EXERCISE DESCRIPTION
If an entry holds a picture, leave that picture out; copy everything else exactly.

MATERIAL TO PROCESS
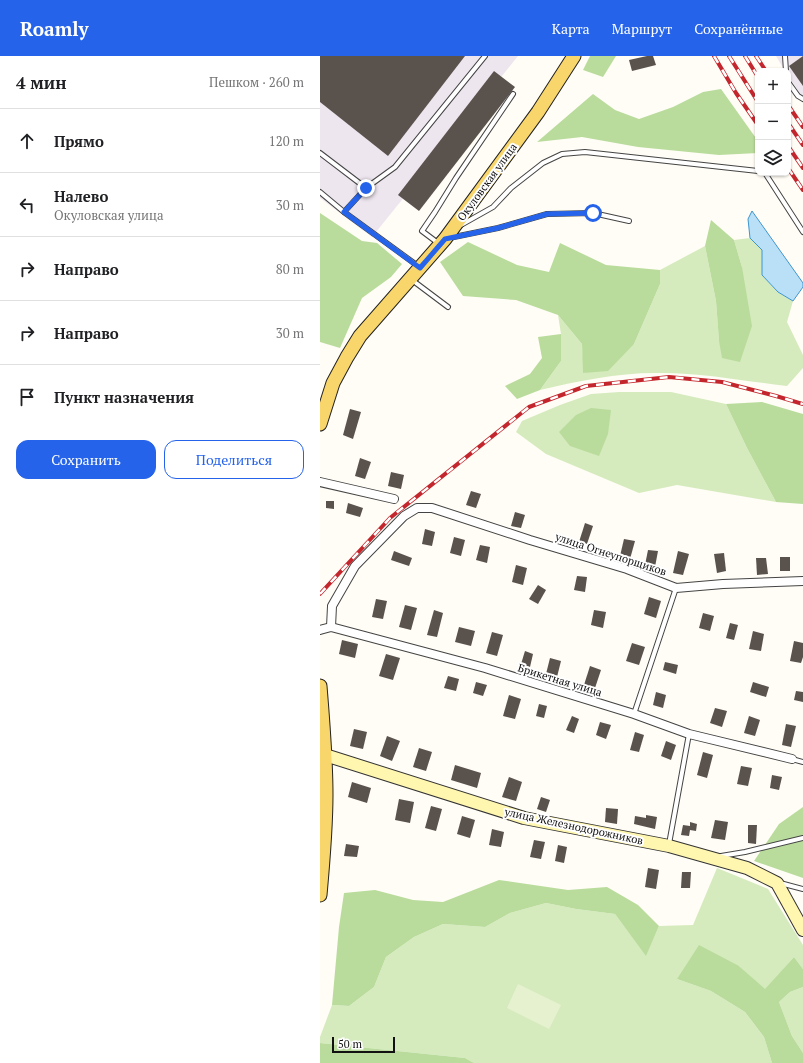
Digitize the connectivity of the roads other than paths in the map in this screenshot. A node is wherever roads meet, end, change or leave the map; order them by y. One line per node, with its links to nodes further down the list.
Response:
1 (485, 56): 11 (lane)
2 (574, 56): 16 (main road, Окуловская улица)
3 (786, 56): 4 (lane)
4 (786, 68)
5 (791, 86): 7 (lane)
6 (513, 94): 16 (lane)
7 (803, 99)
8 (320, 152): 11 (lane)
9 (755, 171): 16 (lane)
10 (767, 176): 15 (lane)
11 (366, 188): 13 (lane)
12 (320, 192): 13 (lane)
13 (344, 212): 17 (lane)
14 (629, 221): 16 (lane)
15 (803, 232)
16 (446, 238): 17 (main road, Окуловская улица)
17 (420, 268): 18 (main road, Окуловская улица)
18 (410, 278): 19 (lane); 20 (main road, Окуловская улица)
19 (448, 307)
20 (320, 424)
21 (320, 482): 22 (street)
22 (394, 499)
23 (801, 582): 24 (street, улица Огнеупорщиков)
24 (676, 588): 25 (street, улица Огнеупорщиков); 29 (lane)
25 (331, 627): 26 (street); 29 (street, Брикетная улица)
26 (320, 630)
27 (320, 686): 28 (main road)
28 (320, 691): 31 (main road)
29 (634, 714): 30 (street, Брикетная улица)
30 (689, 734): 32 (street, Брикетная улица); 35 (lane)
31 (325, 755): 35 (street, улица Железнодорожников); 39 (main road)
32 (792, 759): 33 (lane)
33 (803, 762)
34 (803, 838): 36 (lane)
35 (669, 846): 36 (street, улица Железнодорожников)
36 (710, 858): 37 (street, улица Железнодорожников)
37 (777, 883): 38 (lane); 40 (street)
38 (803, 889)
39 (320, 896)
40 (803, 930)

ANSWER
Digitize the connectivity of the roads other than paths in the map in this screenshot. A node is wherever roads meet, end, change or leave the map; order them by y. One line per node, with its links to nodes further down the list.
Response:
1 (485, 56): 11 (lane)
2 (574, 56): 16 (main road, Окуловская улица)
3 (786, 56): 4 (lane)
4 (786, 68)
5 (791, 86): 7 (lane)
6 (513, 94): 16 (lane)
7 (803, 99)
8 (320, 152): 11 (lane)
9 (755, 171): 16 (lane)
10 (767, 176): 15 (lane)
11 (366, 188): 13 (lane)
12 (320, 192): 13 (lane)
13 (344, 212): 17 (lane)
14 (629, 221): 16 (lane)
15 (803, 232)
16 (446, 238): 17 (main road, Окуловская улица)
17 (420, 268): 18 (main road, Окуловская улица)
18 (410, 278): 19 (lane); 20 (main road, Окуловская улица)
19 (448, 307)
20 (320, 424)
21 (320, 482): 22 (street)
22 (394, 499)
23 (801, 582): 24 (street, улица Огнеупорщиков)
24 (676, 588): 25 (street, улица Огнеупорщиков); 29 (lane)
25 (331, 627): 26 (street); 29 (street, Брикетная улица)
26 (320, 630)
27 (320, 686): 28 (main road)
28 (320, 691): 31 (main road)
29 (634, 714): 30 (street, Брикетная улица)
30 (689, 734): 32 (street, Брикетная улица); 35 (lane)
31 (325, 755): 35 (street, улица Железнодорожников); 39 (main road)
32 (792, 759): 33 (lane)
33 (803, 762)
34 (803, 838): 36 (lane)
35 (669, 846): 36 (street, улица Железнодорожников)
36 (710, 858): 37 (street, улица Железнодорожников)
37 (777, 883): 38 (lane); 40 (street)
38 (803, 889)
39 (320, 896)
40 (803, 930)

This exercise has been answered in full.